- [DIRECTIONS FOR THIS TASK]
If a line below falls between the line with "thumb ip: (763, 297)" and the line with "middle tip: (634, 302)", or is one of those two, output it exactly; output nothing else and no pictures.

******

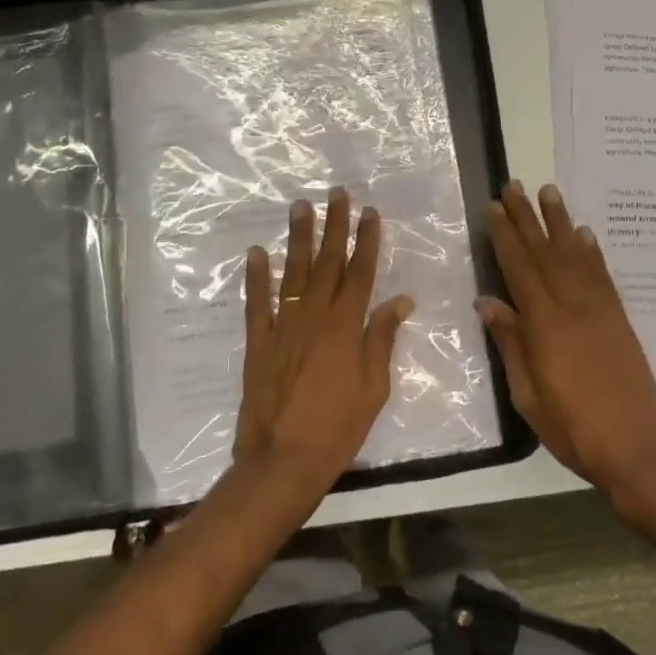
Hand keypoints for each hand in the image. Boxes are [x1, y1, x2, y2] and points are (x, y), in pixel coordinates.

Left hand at [233, 188, 414, 497]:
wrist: (283, 460)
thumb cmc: (338, 428)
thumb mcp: (374, 387)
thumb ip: (382, 339)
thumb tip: (400, 301)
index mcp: (346, 327)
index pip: (360, 273)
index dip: (366, 241)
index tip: (369, 213)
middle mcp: (314, 317)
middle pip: (327, 263)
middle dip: (333, 226)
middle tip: (335, 194)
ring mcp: (282, 327)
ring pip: (291, 273)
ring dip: (297, 239)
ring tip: (300, 207)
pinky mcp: (257, 343)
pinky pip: (256, 303)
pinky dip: (255, 277)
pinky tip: (256, 253)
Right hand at [478, 182, 655, 509]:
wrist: (636, 448)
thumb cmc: (573, 428)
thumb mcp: (528, 394)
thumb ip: (510, 343)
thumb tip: (487, 302)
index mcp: (546, 324)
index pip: (520, 268)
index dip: (505, 236)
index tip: (494, 208)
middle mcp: (573, 306)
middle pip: (545, 252)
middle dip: (527, 217)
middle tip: (514, 185)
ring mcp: (600, 309)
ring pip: (576, 255)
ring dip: (560, 222)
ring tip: (549, 191)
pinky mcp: (619, 318)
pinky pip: (602, 275)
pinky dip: (591, 251)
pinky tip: (584, 234)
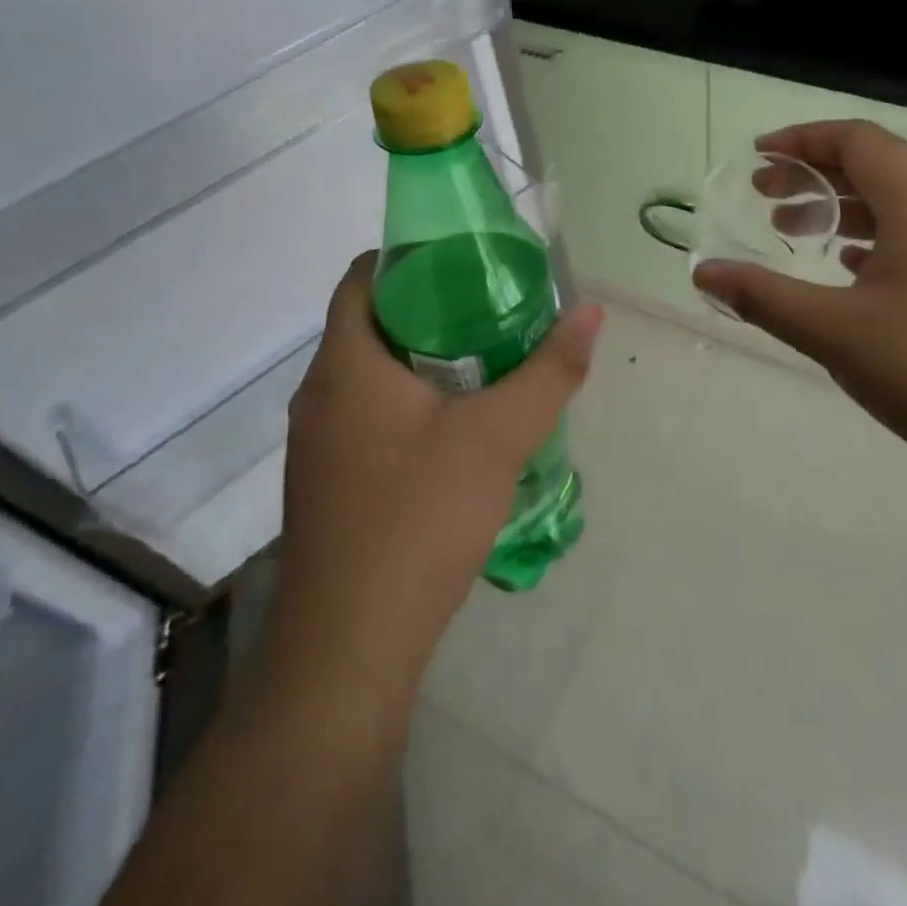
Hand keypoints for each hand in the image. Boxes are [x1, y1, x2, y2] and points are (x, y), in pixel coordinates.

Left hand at [266, 252, 601, 697]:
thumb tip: (590, 311)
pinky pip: (367, 416)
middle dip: (432, 307)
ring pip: (371, 374)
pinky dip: (409, 402)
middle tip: (495, 307)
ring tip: (487, 361)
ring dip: (423, 359)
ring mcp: (316, 444)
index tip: (468, 260)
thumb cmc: (418, 518)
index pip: (363, 276)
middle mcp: (319, 394)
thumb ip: (550, 371)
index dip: (412, 256)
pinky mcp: (327, 483)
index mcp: (346, 363)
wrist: (347, 649)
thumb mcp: (498, 436)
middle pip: (371, 322)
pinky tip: (456, 430)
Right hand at [692, 120, 906, 474]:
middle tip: (765, 199)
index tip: (758, 158)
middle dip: (815, 176)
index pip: (857, 140)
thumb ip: (763, 297)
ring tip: (799, 236)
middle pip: (878, 168)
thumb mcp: (835, 333)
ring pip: (902, 206)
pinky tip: (855, 275)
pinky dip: (879, 240)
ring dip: (845, 211)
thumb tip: (703, 273)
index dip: (801, 140)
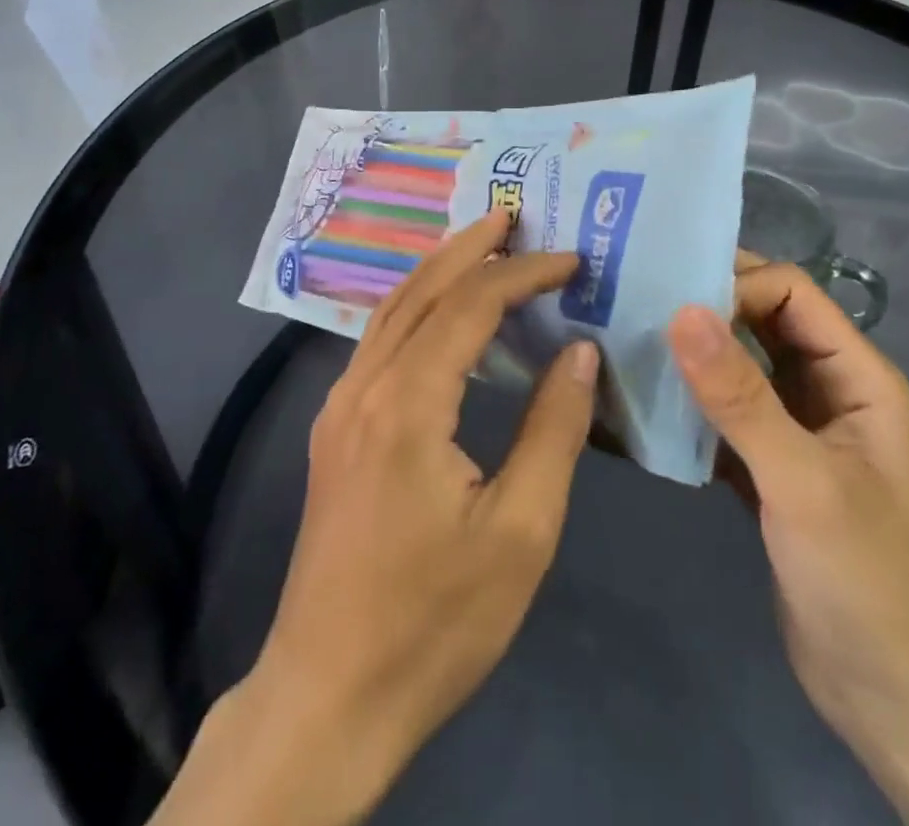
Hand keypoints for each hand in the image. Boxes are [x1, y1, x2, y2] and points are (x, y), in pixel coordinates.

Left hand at [157, 212, 596, 825]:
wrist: (329, 693)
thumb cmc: (435, 620)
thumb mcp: (521, 532)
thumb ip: (553, 429)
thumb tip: (578, 349)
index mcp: (408, 403)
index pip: (471, 305)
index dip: (522, 273)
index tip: (570, 258)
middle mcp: (364, 386)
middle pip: (422, 290)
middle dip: (471, 247)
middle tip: (514, 216)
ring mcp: (340, 406)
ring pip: (392, 310)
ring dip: (439, 270)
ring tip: (482, 244)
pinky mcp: (334, 429)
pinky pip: (378, 341)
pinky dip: (416, 306)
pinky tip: (440, 313)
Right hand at [670, 257, 908, 725]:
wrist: (896, 702)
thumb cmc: (866, 581)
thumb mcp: (802, 482)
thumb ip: (740, 396)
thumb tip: (680, 310)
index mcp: (856, 375)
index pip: (790, 292)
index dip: (735, 286)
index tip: (670, 305)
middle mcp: (827, 389)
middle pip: (761, 321)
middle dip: (706, 308)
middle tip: (634, 302)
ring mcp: (797, 429)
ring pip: (739, 366)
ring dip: (691, 355)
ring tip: (627, 341)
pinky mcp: (769, 467)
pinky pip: (724, 414)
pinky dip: (689, 404)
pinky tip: (642, 402)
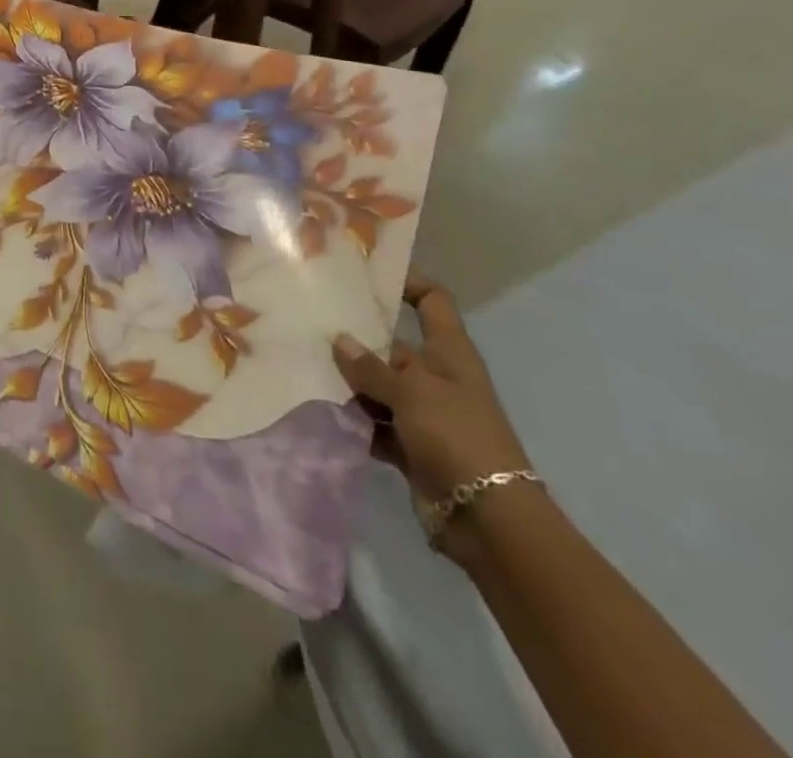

******

- [ANSWER TO THE PROBLEM]
thumb ip: (763, 297)
ring tip: (799, 236)
middle pip: (878, 168)
thumb mcp: (835, 333)
ring pip: (902, 206)
pinky tip: (855, 275)
pinky dip: (879, 240)
ring dip: (845, 211)
thumb tip: (703, 273)
index dip: (801, 140)
Hand keypoints for each hand in the image. Boxes are [x1, y1, x2, y2] and points are (x, y), in pixel coordinates.

Left hand at [157, 212, 596, 825]:
wrist: (329, 693)
thumb cmc: (435, 620)
thumb mcp: (521, 532)
thumb ip: (553, 429)
thumb tip: (578, 349)
index mcp: (408, 403)
index pip: (471, 305)
index dip: (522, 273)
index tip: (570, 258)
middle mcp: (364, 386)
middle pip: (422, 290)
middle dip: (471, 247)
middle tip: (514, 216)
ring mcp: (340, 406)
ring pip: (392, 310)
ring dip: (439, 270)
ring tip: (482, 244)
pinky mcp: (334, 429)
pinky pip: (378, 341)
pinky dip: (416, 306)
pinky tip: (440, 313)
Right hand at [670, 257, 908, 725]:
wrist: (896, 702)
thumb cmc: (866, 581)
thumb mcp: (802, 482)
thumb ip: (740, 396)
thumb tip: (680, 310)
index mcp: (856, 375)
index pip: (790, 292)
index dip: (735, 286)
index tip: (670, 305)
middle mcp: (827, 389)
middle pip: (761, 321)
middle dip: (706, 308)
middle tip: (634, 302)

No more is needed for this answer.